Exercise objective: Filter these entries, keeping only lines that hold the word "paths".
++++
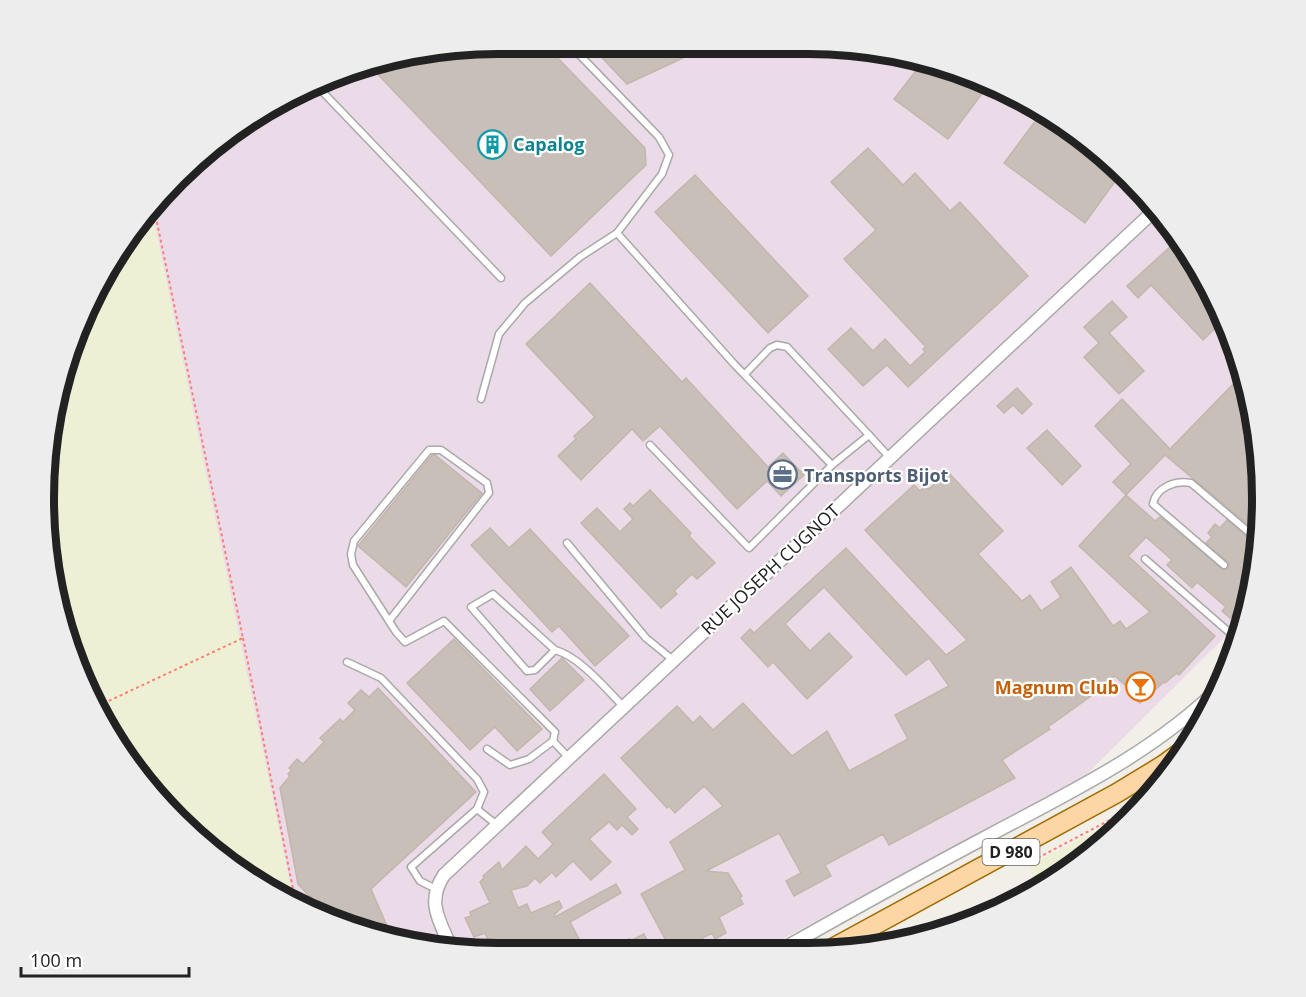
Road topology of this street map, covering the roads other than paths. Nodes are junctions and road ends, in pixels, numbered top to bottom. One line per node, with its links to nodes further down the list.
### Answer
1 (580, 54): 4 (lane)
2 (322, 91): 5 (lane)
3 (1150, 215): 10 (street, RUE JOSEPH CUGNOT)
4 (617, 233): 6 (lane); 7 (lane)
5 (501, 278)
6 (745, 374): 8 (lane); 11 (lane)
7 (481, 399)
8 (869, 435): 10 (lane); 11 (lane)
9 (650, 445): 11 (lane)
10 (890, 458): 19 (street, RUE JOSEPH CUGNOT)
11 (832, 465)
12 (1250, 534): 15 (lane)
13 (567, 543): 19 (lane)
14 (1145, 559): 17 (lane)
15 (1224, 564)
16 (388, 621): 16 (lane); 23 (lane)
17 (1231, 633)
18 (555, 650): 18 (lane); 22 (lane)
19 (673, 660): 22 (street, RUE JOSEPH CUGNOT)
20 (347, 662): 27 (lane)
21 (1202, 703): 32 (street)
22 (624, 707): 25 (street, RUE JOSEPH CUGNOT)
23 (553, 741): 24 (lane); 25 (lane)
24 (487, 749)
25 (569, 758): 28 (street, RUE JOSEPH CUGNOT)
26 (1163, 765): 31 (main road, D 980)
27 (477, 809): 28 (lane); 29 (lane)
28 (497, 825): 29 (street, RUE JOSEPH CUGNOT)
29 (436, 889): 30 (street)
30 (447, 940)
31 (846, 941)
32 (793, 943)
++++
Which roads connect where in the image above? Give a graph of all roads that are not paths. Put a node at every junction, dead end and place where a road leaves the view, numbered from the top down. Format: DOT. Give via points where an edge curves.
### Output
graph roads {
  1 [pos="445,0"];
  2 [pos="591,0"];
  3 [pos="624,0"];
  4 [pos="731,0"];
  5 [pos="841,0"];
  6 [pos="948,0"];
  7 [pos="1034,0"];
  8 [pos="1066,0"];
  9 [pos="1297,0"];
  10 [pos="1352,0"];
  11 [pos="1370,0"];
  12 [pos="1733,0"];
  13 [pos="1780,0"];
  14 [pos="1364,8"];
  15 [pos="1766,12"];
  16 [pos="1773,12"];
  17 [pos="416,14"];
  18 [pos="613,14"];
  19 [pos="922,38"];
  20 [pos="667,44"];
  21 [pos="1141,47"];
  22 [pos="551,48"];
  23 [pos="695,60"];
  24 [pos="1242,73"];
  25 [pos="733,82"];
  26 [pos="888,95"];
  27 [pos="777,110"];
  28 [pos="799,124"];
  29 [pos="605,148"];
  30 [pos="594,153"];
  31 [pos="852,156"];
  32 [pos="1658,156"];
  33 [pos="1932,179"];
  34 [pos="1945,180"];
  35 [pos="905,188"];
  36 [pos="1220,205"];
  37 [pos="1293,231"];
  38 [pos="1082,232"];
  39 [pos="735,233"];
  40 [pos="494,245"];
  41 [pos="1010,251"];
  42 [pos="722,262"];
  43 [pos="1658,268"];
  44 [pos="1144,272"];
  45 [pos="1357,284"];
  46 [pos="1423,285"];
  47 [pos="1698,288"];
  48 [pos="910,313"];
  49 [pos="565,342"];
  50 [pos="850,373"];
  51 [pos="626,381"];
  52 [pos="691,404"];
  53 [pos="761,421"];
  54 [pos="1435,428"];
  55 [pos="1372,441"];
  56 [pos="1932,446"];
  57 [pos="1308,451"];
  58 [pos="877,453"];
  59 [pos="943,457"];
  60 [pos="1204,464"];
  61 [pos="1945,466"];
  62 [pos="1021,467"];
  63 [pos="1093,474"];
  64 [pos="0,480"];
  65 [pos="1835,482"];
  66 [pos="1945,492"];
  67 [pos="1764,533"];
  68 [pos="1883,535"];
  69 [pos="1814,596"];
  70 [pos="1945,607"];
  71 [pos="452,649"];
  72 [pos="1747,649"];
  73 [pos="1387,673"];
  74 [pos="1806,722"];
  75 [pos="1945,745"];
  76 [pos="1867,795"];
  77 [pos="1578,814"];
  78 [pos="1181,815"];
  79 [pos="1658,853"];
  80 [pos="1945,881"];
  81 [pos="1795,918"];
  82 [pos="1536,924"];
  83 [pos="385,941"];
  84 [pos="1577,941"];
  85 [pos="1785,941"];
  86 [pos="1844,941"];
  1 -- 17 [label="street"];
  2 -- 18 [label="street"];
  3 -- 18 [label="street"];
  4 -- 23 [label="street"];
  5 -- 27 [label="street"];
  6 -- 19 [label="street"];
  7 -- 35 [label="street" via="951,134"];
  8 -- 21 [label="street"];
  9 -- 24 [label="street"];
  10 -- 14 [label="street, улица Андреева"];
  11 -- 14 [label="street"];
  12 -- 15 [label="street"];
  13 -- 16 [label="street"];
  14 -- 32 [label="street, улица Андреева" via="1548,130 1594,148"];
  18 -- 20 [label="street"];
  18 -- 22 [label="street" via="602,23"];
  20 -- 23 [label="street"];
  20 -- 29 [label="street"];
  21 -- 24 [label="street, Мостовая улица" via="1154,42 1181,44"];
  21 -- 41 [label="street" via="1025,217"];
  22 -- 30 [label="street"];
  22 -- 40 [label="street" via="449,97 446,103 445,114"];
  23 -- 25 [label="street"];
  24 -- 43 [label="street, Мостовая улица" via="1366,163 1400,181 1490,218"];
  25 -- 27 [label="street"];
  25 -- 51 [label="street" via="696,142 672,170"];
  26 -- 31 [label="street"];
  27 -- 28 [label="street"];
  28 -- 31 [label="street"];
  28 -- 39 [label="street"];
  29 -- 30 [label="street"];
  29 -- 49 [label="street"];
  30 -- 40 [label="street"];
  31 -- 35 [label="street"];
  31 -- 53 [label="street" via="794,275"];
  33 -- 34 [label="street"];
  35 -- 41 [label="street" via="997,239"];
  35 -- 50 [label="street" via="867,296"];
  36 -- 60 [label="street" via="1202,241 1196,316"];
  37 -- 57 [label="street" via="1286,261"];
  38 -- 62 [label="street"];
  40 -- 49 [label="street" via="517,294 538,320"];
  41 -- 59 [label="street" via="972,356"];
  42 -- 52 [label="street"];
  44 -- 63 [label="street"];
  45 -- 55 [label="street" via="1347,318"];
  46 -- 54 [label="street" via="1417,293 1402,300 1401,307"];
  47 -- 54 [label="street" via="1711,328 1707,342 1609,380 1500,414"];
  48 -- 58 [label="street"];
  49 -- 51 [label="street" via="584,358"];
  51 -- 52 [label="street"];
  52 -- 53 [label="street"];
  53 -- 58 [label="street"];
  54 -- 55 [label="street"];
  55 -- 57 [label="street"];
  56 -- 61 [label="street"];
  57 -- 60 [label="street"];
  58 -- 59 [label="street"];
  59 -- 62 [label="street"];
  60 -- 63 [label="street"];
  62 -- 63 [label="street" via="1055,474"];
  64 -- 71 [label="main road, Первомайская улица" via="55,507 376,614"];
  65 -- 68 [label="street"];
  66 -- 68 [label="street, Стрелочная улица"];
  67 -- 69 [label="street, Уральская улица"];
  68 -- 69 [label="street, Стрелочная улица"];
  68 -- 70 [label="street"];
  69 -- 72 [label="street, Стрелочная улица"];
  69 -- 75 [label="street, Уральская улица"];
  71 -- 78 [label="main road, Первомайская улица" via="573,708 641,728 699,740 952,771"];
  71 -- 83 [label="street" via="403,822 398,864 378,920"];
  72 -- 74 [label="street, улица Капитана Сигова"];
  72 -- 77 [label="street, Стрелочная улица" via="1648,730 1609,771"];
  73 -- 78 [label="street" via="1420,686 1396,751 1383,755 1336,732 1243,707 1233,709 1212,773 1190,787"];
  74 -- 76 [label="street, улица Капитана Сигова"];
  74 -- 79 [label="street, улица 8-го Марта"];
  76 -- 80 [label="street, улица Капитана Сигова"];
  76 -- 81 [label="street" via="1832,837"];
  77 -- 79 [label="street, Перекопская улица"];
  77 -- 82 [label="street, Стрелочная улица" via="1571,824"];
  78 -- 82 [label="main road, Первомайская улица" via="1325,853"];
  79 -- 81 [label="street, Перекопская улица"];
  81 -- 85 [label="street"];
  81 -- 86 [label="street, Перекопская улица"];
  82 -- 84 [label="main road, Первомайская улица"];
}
++++
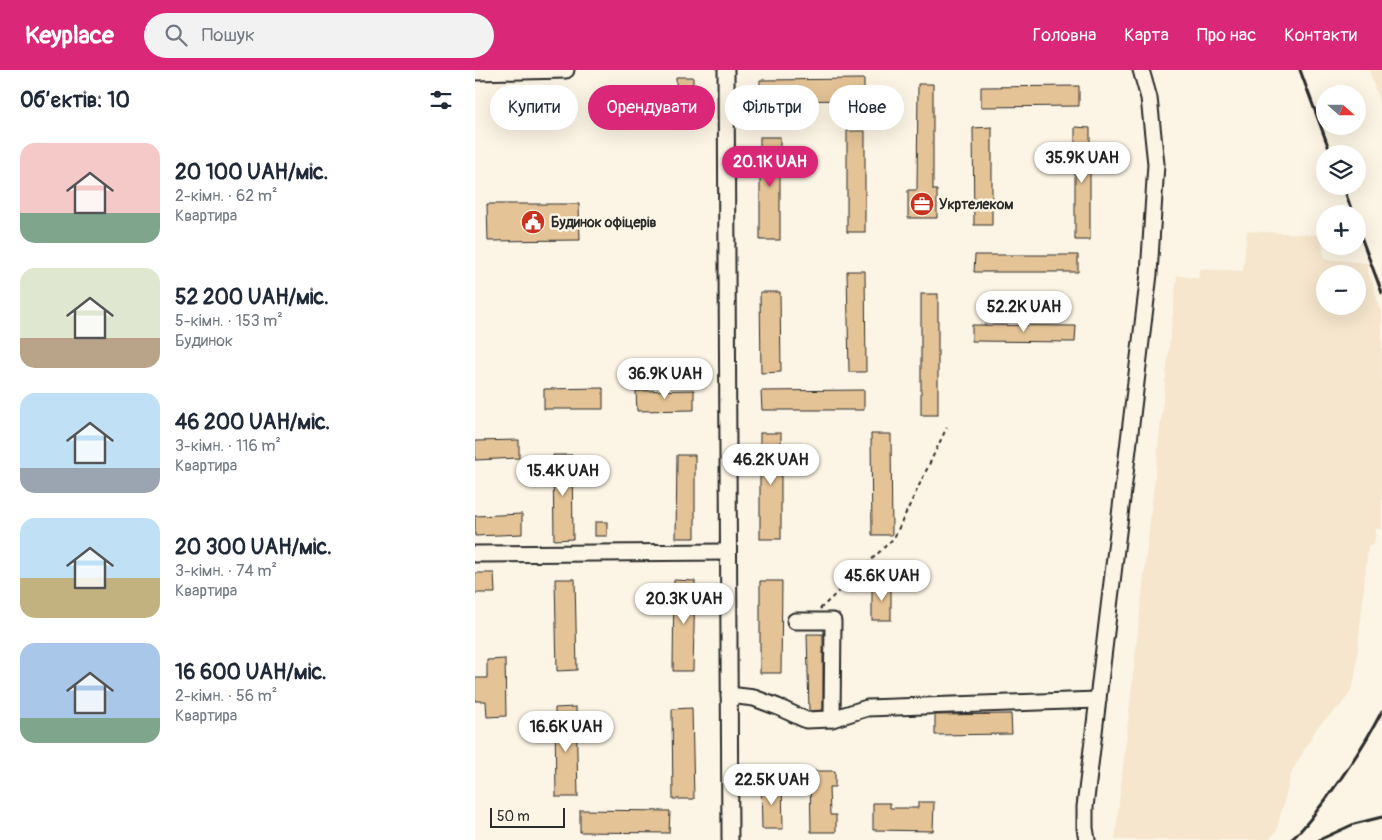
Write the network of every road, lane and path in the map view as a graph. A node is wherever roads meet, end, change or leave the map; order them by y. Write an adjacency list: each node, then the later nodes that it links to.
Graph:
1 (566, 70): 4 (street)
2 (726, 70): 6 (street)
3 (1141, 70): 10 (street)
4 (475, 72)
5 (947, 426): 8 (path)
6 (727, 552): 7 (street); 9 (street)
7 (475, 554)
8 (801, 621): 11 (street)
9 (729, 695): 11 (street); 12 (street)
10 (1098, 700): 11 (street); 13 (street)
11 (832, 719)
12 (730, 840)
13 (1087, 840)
++++
Result of this exercise:
Road topology of this street map, covering the roads other than paths. Nodes are junctions and road ends, in pixels, numbered top to bottom. One line per node, with its links to nodes further down the list.
Which roads connect where in the image above? Give a graph of all roads that are not paths. Put a node at every junction, dead end and place where a road leaves the view, numbered from the top down. Format: DOT. Give via points where an edge curves.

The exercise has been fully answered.